Hope this helps, enjoy!

----------

## mahdi1234

u can store an image of either whole your drive or partitions u want ... use norton ghost or power quest drive image ... mebe something gpl available as well dunno ...

----------

## re_re

awesome, thanks a lot, big help

----------

## uman

No problem. By the way, if you want to be paranoid you could remove the -j flag in both the tar commands, this will make an insanely big file but it will be more resistant to, say, DVD or CD media getting scratched.

----------

## re_re

backed up my system with the aformentioned technique that uman posted and installed it on my other comp wihich is nearly identical to this one and it worked great.

just an update

----------

## asiobob

consider dar if you find your system changes often. It does differential backups and you can extract the catelog etc.. so you can make diff backups without giving it the entire first.

I use this to back up the /home partition on our server.

"dar" is a sourceforge hosted project

----------

## johabba

Two words:

mondo-rescue

Link:

http://www.microwerks.net/~hugo/

----------

## re_re

emerged mondo-rescue and mindi, haven't tried it yet, but looks pretty cool from the website

i'll post how well it works

----------

## mOjO_420

so... 

how well did it work?

----------

## re_re

i can't get it to run... it boots from the cd that i burned, but.... i can't backup my system...... i must admit though.... i haven't really put much time or effort in making it work

----------

## xxxx

http://www.partimage.org/ @

http://www.sysresccd.org/ and/or portage  :Laughing: 

imho...

----------

## jerome bettis

the first thing i'm doing when i finally get this system installed is running partimage to save a perfectly clean install.  then i'll probably do it again after i get it set up the way i like it.

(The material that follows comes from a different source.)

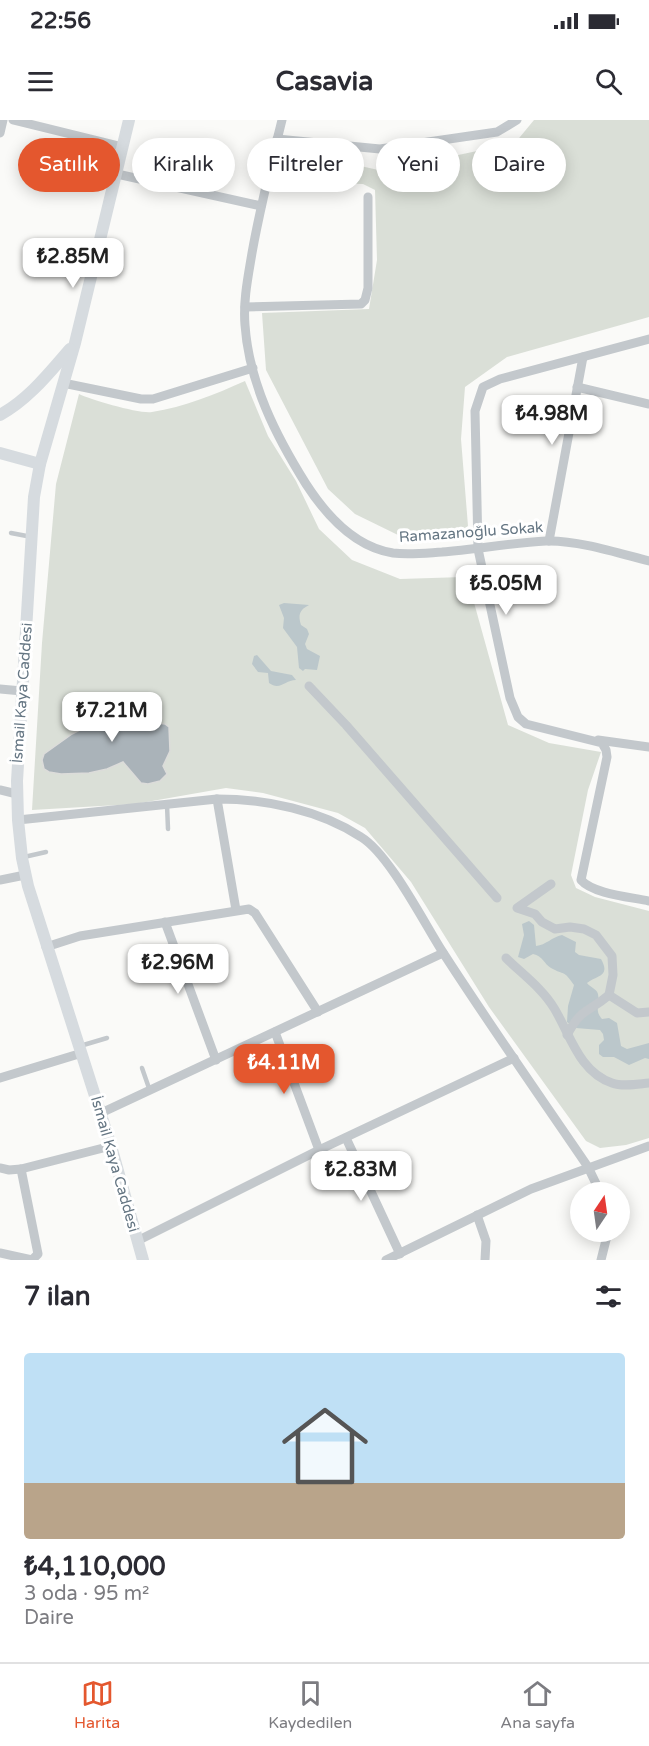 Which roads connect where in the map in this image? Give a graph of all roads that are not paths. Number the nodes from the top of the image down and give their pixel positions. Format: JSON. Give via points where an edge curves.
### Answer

partimage is pretty simple.  cd into the directory you want the image to be saved in first though otherwise you could run out of space.  then just select the partition you're backing up and type in a name for the image file.  burn it to a cd if you'd like.  later when you want to restore just fire it up again, pick the partition & image file and you're done.

----------

## mOjO_420

so in order to recover the partition i have to get a new system installed and setup (at least so far as being able to run partimage?)  maybe its included on knoppix or something?

that indeed sounds really easy though.. when restoring can i restore it on a larger partition than the original?  

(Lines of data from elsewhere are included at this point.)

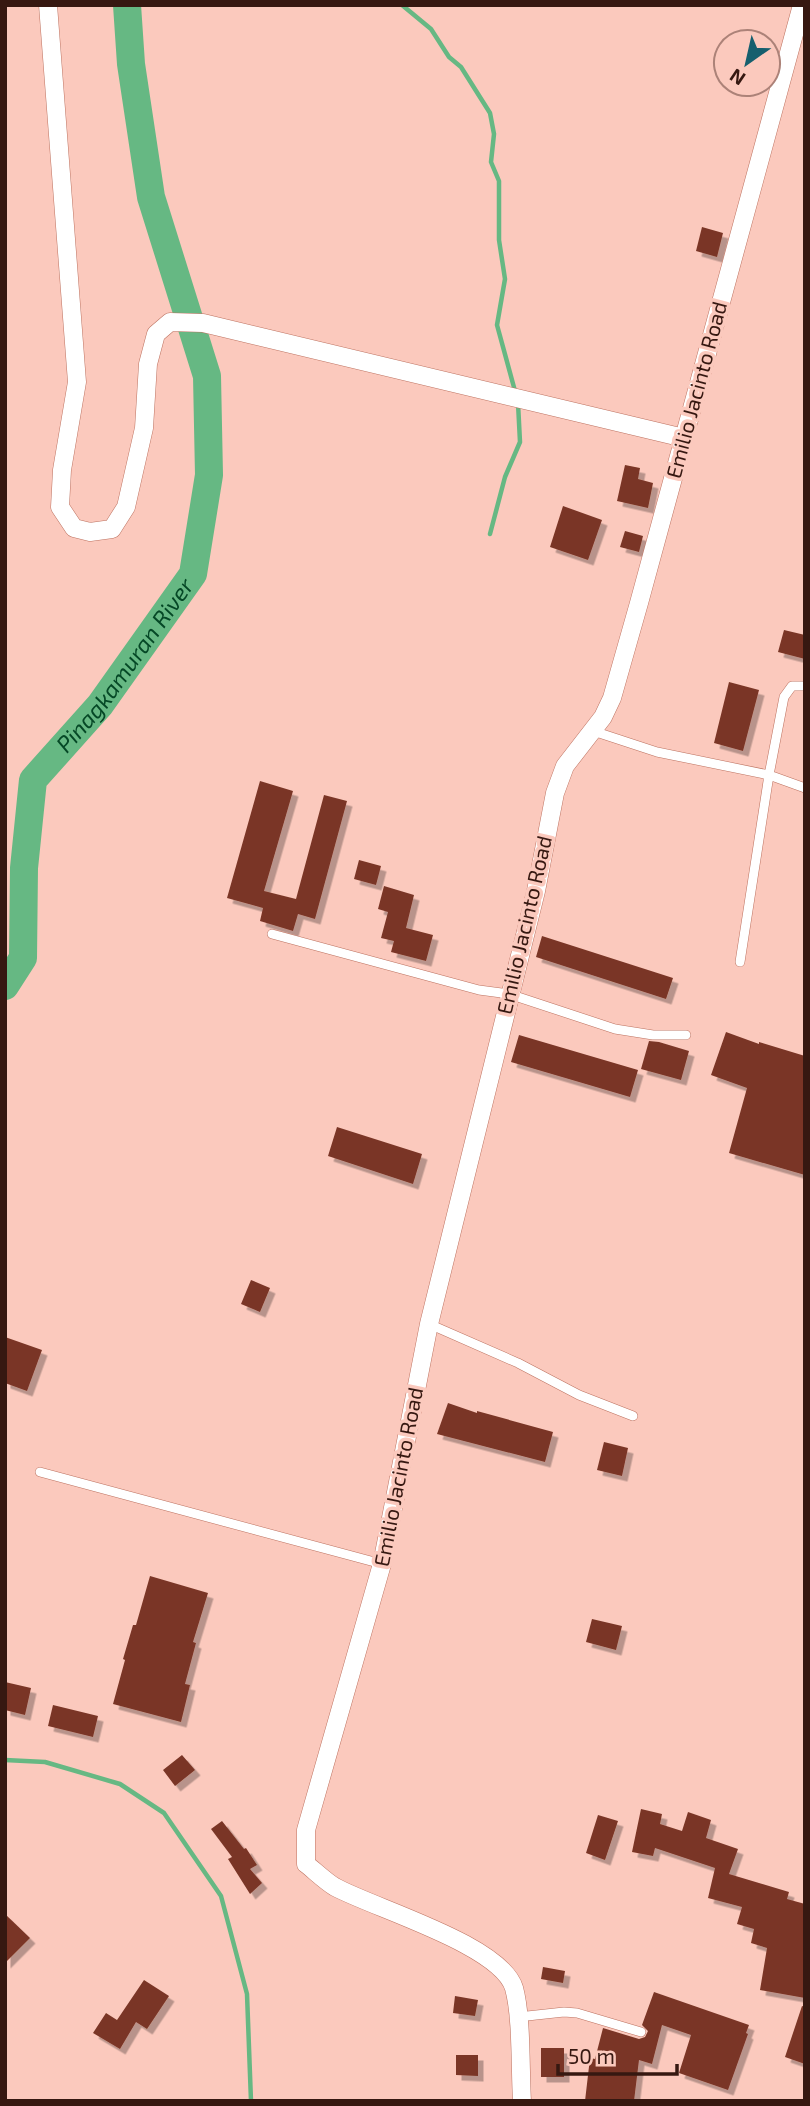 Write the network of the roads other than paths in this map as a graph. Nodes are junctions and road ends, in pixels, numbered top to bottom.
1 (48, 5) edge
2 (802, 5) edge
3 (684, 439) junction
4 (805, 686) edge
5 (593, 731) junction
6 (769, 775) junction
7 (805, 788) edge
8 (272, 934) dead end
9 (740, 962) dead end
10 (509, 994) junction
11 (686, 1035) dead end
12 (429, 1324) junction
13 (633, 1416) dead end
14 (40, 1472) dead end
15 (382, 1564) junction
16 (518, 2017) junction
17 (641, 2032) dead end
18 (522, 2101) edge

1 - 3 street
2 - 3 street, Emilio Jacinto Road
3 - 5 street, Emilio Jacinto Road
4 - 6 lane
5 - 6 lane
5 - 10 street, Emilio Jacinto Road
6 - 7 lane
6 - 9 lane
8 - 10 lane
10 - 11 lane
10 - 12 street, Emilio Jacinto Road
12 - 13 lane
12 - 15 street, Emilio Jacinto Road
14 - 15 lane
15 - 16 street, Emilio Jacinto Road
16 - 17 lane
16 - 18 street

should i shut up and read the docs...  :Wink: 

----------

## Dunska

Also check out: http://gentoo-wiki.com/HOWTO_Custom_Stage4

I use this method (basically a complete tar of the file system as mentioned previously) and it works well.

I modify the gentoo live cd to add this file and install from there.

The good thing about this is you can reinstall to different filesystem types if you want to change (e.g. move from ext3 to reiser4) - just be sure to update your fstab before rebooting  :Wink: 

----------

## jerome bettis

 *mOjO_420 wrote:*   

> so in order to recover the partition i have to get a new system installed and setup (at least so far as being able to run partimage?)  maybe its included on knoppix or something?
> 
> that indeed sounds really easy though.. when restoring can i restore it on a larger partition than the original?  

 

well i have 2 distros on the same hard drive, so if one gets messed up i'm ok.  it might be on the knoppix cd i don't know.  it is really easy and you can choose to use gzip / bzip / no compression on the image.  you can restore the old partition to a larger one, but you can't restore it to one that is smaller.  that kinda sucks but only makes sense.

----------